What you are asked to do: Of the lines below, copy those that hold the word "Forest".

[Stored data]
------------------------------

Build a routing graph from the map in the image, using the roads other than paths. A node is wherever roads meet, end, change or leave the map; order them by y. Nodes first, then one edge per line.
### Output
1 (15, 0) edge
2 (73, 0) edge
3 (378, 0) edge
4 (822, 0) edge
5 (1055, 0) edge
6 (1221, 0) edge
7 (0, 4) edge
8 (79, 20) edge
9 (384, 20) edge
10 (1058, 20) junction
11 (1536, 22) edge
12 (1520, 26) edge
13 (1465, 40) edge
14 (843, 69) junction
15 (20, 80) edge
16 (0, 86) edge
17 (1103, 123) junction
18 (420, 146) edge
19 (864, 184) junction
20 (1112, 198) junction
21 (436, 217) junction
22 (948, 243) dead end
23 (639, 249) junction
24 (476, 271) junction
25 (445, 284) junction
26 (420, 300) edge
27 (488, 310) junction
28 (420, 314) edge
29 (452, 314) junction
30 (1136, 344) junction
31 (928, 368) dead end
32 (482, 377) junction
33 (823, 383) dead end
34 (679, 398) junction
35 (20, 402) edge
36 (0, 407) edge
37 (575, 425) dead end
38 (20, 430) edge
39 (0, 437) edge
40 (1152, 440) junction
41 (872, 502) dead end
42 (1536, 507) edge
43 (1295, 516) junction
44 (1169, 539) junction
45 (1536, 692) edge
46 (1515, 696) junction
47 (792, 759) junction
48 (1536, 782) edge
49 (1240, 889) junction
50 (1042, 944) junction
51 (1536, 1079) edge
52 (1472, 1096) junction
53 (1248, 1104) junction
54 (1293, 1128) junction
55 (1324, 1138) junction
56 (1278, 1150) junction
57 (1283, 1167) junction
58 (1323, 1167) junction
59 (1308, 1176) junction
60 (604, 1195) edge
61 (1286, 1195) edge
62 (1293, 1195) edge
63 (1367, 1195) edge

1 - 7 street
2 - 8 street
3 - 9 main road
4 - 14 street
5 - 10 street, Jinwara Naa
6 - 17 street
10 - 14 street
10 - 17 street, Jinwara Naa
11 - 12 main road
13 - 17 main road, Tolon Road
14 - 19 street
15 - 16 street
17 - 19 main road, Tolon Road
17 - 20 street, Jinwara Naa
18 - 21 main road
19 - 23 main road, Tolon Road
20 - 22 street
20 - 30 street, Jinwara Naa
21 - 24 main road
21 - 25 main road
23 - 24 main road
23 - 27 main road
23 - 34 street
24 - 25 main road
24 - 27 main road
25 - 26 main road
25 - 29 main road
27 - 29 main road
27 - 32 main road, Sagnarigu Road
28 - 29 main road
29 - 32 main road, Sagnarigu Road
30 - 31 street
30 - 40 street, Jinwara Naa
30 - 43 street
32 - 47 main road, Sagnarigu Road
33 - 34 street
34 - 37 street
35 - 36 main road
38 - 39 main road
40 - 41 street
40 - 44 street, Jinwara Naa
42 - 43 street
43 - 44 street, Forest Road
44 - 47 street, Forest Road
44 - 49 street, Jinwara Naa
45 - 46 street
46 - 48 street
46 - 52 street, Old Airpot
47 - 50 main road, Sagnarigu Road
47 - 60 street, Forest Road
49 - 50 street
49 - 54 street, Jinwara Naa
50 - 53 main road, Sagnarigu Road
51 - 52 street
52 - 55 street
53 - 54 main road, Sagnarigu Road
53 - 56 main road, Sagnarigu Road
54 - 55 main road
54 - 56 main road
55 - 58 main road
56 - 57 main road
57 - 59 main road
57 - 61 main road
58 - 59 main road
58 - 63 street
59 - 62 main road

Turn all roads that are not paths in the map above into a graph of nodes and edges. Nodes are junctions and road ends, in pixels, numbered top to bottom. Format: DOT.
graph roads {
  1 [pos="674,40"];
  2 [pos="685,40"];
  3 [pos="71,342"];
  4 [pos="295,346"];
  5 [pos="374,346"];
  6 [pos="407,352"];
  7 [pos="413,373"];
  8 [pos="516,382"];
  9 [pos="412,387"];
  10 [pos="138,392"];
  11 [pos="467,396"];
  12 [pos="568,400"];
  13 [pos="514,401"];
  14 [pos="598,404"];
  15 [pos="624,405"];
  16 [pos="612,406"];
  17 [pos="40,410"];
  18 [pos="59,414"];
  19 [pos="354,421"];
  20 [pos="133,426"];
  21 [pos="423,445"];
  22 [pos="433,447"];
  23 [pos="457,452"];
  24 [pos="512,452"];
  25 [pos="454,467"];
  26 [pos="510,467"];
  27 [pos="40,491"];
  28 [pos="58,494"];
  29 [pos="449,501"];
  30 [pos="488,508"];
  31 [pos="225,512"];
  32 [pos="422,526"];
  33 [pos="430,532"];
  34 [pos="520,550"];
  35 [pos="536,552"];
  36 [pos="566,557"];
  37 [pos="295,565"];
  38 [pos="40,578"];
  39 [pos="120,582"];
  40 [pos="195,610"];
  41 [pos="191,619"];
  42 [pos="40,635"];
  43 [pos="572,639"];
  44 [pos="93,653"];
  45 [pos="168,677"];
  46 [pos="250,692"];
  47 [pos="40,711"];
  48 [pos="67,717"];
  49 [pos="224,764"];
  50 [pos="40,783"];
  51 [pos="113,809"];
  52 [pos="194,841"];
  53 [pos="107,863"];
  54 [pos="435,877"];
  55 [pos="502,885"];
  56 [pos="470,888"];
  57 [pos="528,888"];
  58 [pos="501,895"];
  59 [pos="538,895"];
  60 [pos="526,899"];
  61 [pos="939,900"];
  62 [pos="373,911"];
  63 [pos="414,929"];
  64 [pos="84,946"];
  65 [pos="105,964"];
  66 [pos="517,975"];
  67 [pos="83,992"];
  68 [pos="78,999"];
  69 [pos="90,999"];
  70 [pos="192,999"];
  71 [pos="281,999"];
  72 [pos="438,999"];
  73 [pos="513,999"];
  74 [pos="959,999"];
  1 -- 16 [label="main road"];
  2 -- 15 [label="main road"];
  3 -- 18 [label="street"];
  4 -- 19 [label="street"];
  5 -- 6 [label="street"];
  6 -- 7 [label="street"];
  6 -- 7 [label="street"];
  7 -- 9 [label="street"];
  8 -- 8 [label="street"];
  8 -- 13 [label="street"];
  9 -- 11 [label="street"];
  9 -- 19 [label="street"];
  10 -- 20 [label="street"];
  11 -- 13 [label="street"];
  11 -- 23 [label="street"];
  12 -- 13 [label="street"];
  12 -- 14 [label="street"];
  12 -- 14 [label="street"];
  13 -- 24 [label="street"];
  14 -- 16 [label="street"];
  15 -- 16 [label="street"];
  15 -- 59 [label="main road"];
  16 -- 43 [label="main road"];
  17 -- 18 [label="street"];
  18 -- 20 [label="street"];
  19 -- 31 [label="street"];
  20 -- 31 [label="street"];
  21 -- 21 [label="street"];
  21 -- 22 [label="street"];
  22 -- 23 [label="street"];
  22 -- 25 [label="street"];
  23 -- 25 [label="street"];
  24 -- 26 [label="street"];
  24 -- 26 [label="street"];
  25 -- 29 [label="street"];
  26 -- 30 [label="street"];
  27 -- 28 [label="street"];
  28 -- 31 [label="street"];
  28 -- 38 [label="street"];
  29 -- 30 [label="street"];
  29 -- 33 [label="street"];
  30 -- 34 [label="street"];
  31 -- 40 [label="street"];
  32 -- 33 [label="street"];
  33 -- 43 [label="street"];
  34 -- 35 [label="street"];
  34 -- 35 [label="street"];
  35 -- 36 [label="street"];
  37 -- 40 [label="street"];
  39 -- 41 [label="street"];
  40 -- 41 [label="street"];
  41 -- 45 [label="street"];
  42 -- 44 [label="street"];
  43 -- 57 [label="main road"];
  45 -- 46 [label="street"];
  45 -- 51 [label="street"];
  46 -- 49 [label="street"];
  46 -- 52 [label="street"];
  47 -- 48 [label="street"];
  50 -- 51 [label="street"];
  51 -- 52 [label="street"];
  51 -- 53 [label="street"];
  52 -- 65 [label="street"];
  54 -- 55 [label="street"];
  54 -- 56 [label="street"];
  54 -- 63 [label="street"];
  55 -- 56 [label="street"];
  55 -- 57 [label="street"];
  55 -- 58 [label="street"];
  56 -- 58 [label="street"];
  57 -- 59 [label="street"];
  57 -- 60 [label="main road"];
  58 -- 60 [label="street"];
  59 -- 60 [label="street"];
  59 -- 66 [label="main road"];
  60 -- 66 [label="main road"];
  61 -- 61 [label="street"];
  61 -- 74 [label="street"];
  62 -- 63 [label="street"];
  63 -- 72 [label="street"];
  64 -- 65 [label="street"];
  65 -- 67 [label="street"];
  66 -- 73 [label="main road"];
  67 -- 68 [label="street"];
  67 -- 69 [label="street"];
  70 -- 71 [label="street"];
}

------------------------------

Output below:
43 - 44 street, Forest Road
44 - 47 street, Forest Road
47 - 60 street, Forest Road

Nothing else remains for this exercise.